Friday of the ANZAC weekend (Remembrance Day for Australian and New Zealand soldiers killed in action) began with a ceremony and a perceptible wave of pride and emotion from the players and spectators prior to the commencement of the week 9, Aotearoa super rugby game Waikato Chiefs vs Wellington Hurricanes. Match played at Kirikiriroa (Maori name for Hamilton) a much nicer name than that of an ex-governor from colonial times for Auckland’s closest satellite town.
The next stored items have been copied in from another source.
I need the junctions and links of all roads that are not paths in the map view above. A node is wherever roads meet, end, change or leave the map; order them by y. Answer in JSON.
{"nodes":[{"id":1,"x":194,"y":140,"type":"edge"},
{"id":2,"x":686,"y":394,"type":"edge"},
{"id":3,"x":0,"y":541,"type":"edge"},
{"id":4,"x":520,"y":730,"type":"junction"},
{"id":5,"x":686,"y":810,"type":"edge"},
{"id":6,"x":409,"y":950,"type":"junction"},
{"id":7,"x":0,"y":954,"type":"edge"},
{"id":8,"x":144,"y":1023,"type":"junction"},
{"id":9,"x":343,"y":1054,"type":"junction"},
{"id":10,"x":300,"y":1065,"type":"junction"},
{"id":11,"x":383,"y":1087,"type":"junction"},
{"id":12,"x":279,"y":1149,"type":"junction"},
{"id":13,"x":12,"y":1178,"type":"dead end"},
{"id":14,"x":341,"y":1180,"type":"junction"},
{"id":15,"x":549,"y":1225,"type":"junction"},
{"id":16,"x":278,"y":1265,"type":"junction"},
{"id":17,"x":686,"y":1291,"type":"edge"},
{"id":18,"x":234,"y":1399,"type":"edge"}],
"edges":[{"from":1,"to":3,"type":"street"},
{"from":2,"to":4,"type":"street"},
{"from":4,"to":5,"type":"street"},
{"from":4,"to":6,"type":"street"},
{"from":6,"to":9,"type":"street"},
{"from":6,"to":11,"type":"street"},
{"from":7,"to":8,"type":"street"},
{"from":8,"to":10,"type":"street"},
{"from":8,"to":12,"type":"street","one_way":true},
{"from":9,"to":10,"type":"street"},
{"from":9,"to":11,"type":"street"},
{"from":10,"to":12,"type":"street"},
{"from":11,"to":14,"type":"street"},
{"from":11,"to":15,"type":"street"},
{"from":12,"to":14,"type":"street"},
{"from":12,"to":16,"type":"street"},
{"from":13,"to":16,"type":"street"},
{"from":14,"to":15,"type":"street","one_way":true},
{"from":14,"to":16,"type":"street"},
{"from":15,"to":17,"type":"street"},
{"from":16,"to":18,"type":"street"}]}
The Chiefs playing as favourites for the first time in a long time after ending one of the worst losing streaks in the history of the tournament, just a month ago. The Hurricanes without their skipper and hardworking no8 Aardie Savea and Dan Coles (mercurial and irrepressible are some words that spring to mind when describing this All Black and Wellington hooker) captaining in his stead. Damian Mackenzie “D mac” or “clutch” as he is better known starting at no15 and Gatlin getting another chance at no10. The Hurricanes playing in white jerseys as against the accustomed yellow and black.
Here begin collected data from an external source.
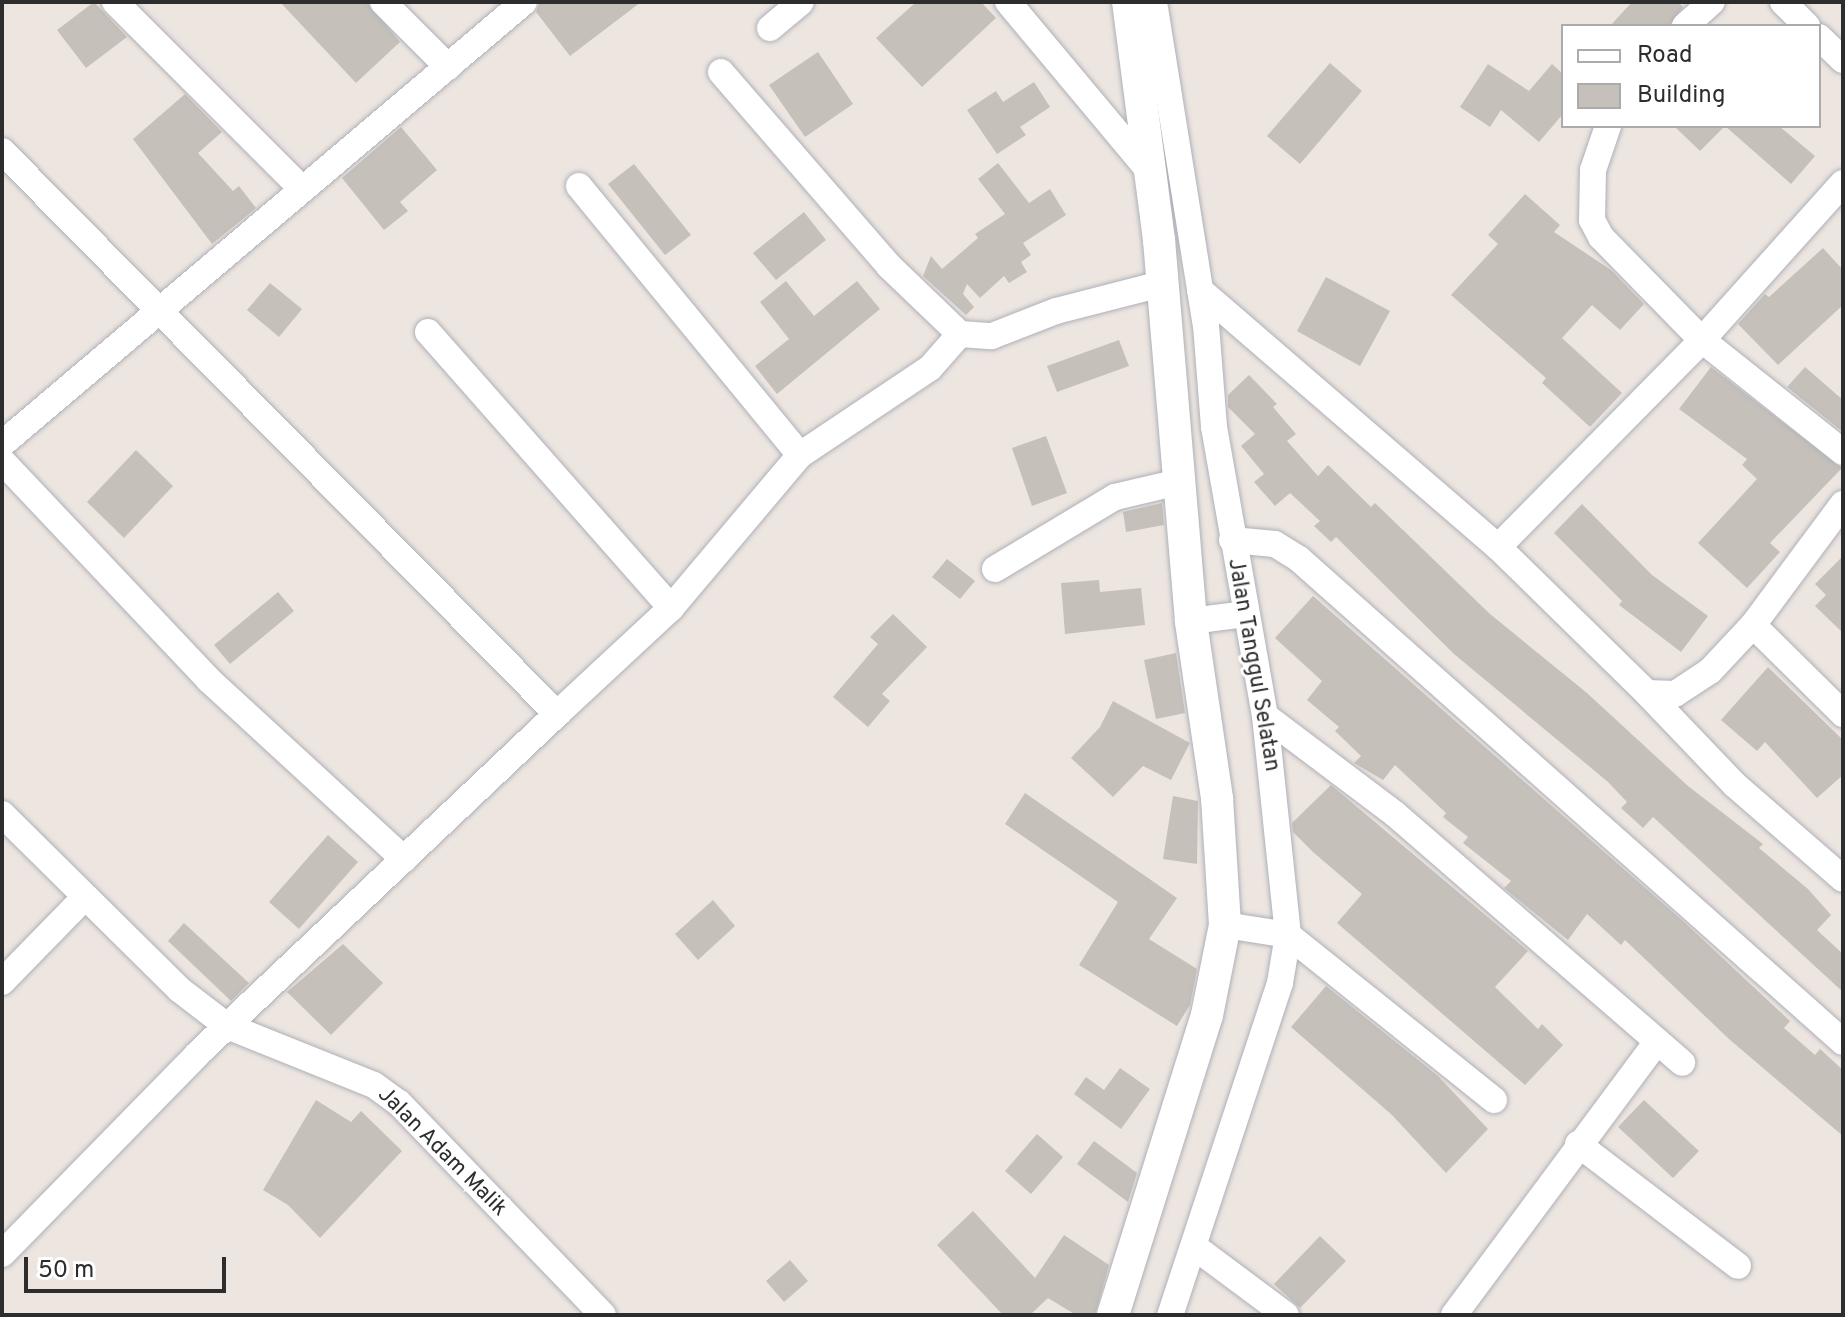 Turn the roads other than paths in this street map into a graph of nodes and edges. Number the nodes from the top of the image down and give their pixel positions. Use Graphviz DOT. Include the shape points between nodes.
graph roads {
  1 [pos="115,2"];
  2 [pos="383,2"];
  3 [pos="524,2"];
  4 [pos="801,2"];
  5 [pos="1008,2"];
  6 [pos="1128,2"];
  7 [pos="1154,2"];
  8 [pos="1712,2"];
  9 [pos="1783,2"];
  10 [pos="1687,24"];
  11 [pos="1805,24"];
  12 [pos="770,28"];
  13 [pos="1821,39"];
  14 [pos="1843,60"];
  15 [pos="448,67"];
  16 [pos="721,72"];
  17 [pos="1607,128"];
  18 [pos="2,151"];
  19 [pos="1151,173"];
  20 [pos="1843,183"];
  21 [pos="579,186"];
  22 [pos="301,188"];
  23 [pos="1161,284"];
  24 [pos="1200,290"];
  25 [pos="156,310"];
  26 [pos="428,332"];
  27 [pos="960,334"];
  28 [pos="1702,340"];
  29 [pos="2,444"];
  30 [pos="1843,452"];
  31 [pos="800,455"];
  32 [pos="2,461"];
  33 [pos="1179,482"];
  34 [pos="1843,504"];
  35 [pos="1232,540"];
  36 [pos="1498,547"];
  37 [pos="995,569"];
  38 [pos="671,608"];
  39 [pos="1245,614"];
  40 [pos="1191,621"];
  41 [pos="1753,625"];
  42 [pos="1647,693"];
  43 [pos="557,714"];
  44 [pos="1843,714"];
  45 [pos="1265,716"];
  46 [pos="2,814"];
  47 [pos="404,859"];
  48 [pos="1843,879"];
  49 [pos="83,899"];
  50 [pos="1225,925"];
  51 [pos="1288,935"];
  52 [pos="2,982"];
  53 [pos="227,1026"];
  54 [pos="1657,1042"];
  55 [pos="1843,1042"];
  56 [pos="1682,1063"];
  57 [pos="1494,1100"];
  58 [pos="1578,1144"];
  59 [pos="1196,1248"];
  60 [pos="2,1254"];
  61 [pos="1738,1266"];
  62 [pos="597,1313"];
  63 [pos="1113,1315"];
  64 [pos="1170,1315"];
  65 [pos="1286,1315"];
  66 [pos="1454,1315"];
  1 -- 22 [label="street"];
  2 -- 15 [label="street"];
  3 -- 15 [label="street"];
  4 -- 12 [label="street"];
  5 -- 19 [label="street"];
  6 -- 19 [label="street"];
  7 -- 24 [label="street, Jalan Tanggul Selatan"];
  8 -- 10 [label="street"];
  9 -- 11 [label="street"];
  13 -- 14 [label="street"];
  15 -- 22 [label="street"];
  16 -- 27 [label="street" via="889,266"];
  17 -- 28 [label="street" via="1593,170 1592,220 1601,237"];
  18 -- 25 [label="street"];
  19 -- 23 [label="street"];
  20 -- 28 [label="street"];
  21 -- 31 [label="street"];
  22 -- 25 [label="street"];
  23 -- 27 [label="street" via="1056,311 992,336"];
  23 -- 33 [label="street"];
  24 -- 35 [label="street, Jalan Tanggul Selatan"];
  24 -- 36 [label="street"];
  25 -- 29 [label="street"];
  25 -- 43 [label="street"];
  26 -- 38 [label="street"];
  27 -- 31 [label="street" via="930,368"];
  28 -- 30 [label="street"];
  28 -- 36 [label="street"];
  31 -- 38 [label="street"];
  32 -- 47 [label="street" via="209,680"];
  33 -- 37 [label="street" via="1115,497"];
  33 -- 40 [label="street"];
  34 -- 41 [label="street"];
  35 -- 39 [label="street, Jalan Tanggul Selatan"];
  35 -- 55 [label="street" via="1275,544 1299,559"];
  36 -- 42 [label="street"];
  38 -- 43 [label="street"];
  39 -- 40 [label="street"];
  39 -- 45 [label="street, Jalan Tanggul Selatan"];
  40 -- 50 [label="street" via="1217,798"];
  41 -- 42 [label="street" via="1688,687 1675,694"];
  41 -- 44 [label="street"];
  42 -- 48 [label="street" via="1735,785"];
  43 -- 47 [label="street"];
  45 -- 51 [label="street, Jalan Tanggul Selatan"];
  45 -- 54 [label="street" via="1395,814"];
  46 -- 49 [label="street, Jalan Adam Malik"];
  47 -- 53 [label="street"];
  49 -- 52 [label="street"];
  49 -- 53 [label="street, Jalan Adam Malik" via="180,990"];
  50 -- 51 [label="street"];
  50 -- 63 [label="street" via="1207,1015"];
  51 -- 57 [label="street"];
  51 -- 59 [label="street, Jalan Tanggul Selatan" via="1280,983 1224,1145"];
  53 -- 60 [label="street"];
  53 -- 62 [label="street, Jalan Adam Malik" via="374,1085 399,1103"];
  54 -- 56 [label="street"];
  54 -- 58 [label="street"];
  58 -- 61 [label="street"];
  58 -- 66 [label="street"];
  59 -- 64 [label="street, Jalan Tanggul Selatan"];
  59 -- 65 [label="street"];
}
Gatlin looked very shaky at the start of the game, messing up the initial kick-off sending it out on the full, and having to restart with a scrum on the 50-meter line Hurricanes ball. Under a minute into play, a great offload from Tighthead prop Tyrell Lomax to no four James Blackwell saw him gallop his way over the line for a try that continues to prove that the tight five can do almost a better job than the glory boys in the backs, if only they get a chance! Try converted easily because we thinking forwards always make sure the kicking angle is easy, 0 -7 Hurricanes away to a dream start. The Chiefs got a kickable penalty almost immediately but chose to go for territory instead. 13 minutes into the game a harder penalty around 42 meters out and mid-left was given to Damian Mackenzie to try for three points. This is about the limit of the kicking range for the diminutive D Mack, but he duly obliged, 3 -7. 16 minutes into the game a great bit of running rugby with Mackenzie being involved twice saw the Chiefs no eight Peter Sowakulu misjudge chip kick and drop the ball over the line.
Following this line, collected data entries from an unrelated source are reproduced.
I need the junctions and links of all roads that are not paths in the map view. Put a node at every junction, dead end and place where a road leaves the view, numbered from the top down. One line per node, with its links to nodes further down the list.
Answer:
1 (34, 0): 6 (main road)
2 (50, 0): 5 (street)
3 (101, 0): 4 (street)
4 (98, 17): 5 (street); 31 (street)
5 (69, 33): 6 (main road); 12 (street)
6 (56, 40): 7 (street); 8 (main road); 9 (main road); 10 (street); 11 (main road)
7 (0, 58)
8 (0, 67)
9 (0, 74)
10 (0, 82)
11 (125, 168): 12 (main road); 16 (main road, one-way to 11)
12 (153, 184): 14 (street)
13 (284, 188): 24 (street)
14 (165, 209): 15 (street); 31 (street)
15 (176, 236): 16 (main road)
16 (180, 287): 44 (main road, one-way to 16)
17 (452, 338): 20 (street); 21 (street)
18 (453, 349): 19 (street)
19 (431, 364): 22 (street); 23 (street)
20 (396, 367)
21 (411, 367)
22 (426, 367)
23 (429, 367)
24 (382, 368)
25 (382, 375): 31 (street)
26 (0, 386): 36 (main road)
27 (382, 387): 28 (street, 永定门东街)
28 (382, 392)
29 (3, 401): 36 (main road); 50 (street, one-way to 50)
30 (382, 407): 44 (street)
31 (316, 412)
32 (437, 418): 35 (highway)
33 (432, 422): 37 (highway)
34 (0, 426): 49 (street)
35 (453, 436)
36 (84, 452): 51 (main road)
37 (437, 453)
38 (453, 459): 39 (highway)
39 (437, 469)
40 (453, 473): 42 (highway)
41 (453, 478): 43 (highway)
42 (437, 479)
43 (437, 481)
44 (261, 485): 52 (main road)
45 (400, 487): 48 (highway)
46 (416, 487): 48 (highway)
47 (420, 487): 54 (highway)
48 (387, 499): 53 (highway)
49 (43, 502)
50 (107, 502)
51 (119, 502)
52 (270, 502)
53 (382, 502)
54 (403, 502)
Referee Paul Williams was handling the game well, with clear instructions to players around the rucks and mauls thereby minimizing penalties and ensuring plenty of turnovers and 15 vs 15 rugby, removing the dominance of placekickers, which is as it should be! The 21-year-old youngster Ruben Love playing his second game for the Hurricanes at no10 was playing a defensive role from inside his half with the strapping Jordie Barret playing at first receiver most of the time, although wearing the no15 jersey. 28 minutes into the game All Black and Waikato center, Lennert- Brown went over the line after 14 phases of play only to have the try disallowed for non-grounding of the ball. Waikato was playing under advantage and another scrum was taken instead of a kick at the goal. The Waikato scrum which was given an abject lesson by the Crusaders just a few weeks ago had improved dramatically and the Chiefs no eight went over off a forward-moving scrum to score a try that was easily converted by “clutch” Mackenzie. 10 – 7, Chiefs in the lead for the first time. Seconds from halftime Jordie Barret kicked a 60-meter penalty, this is almost customary now for 6’8″ Hurricanes full-back, to make the scores level 10 – 10 at halftime.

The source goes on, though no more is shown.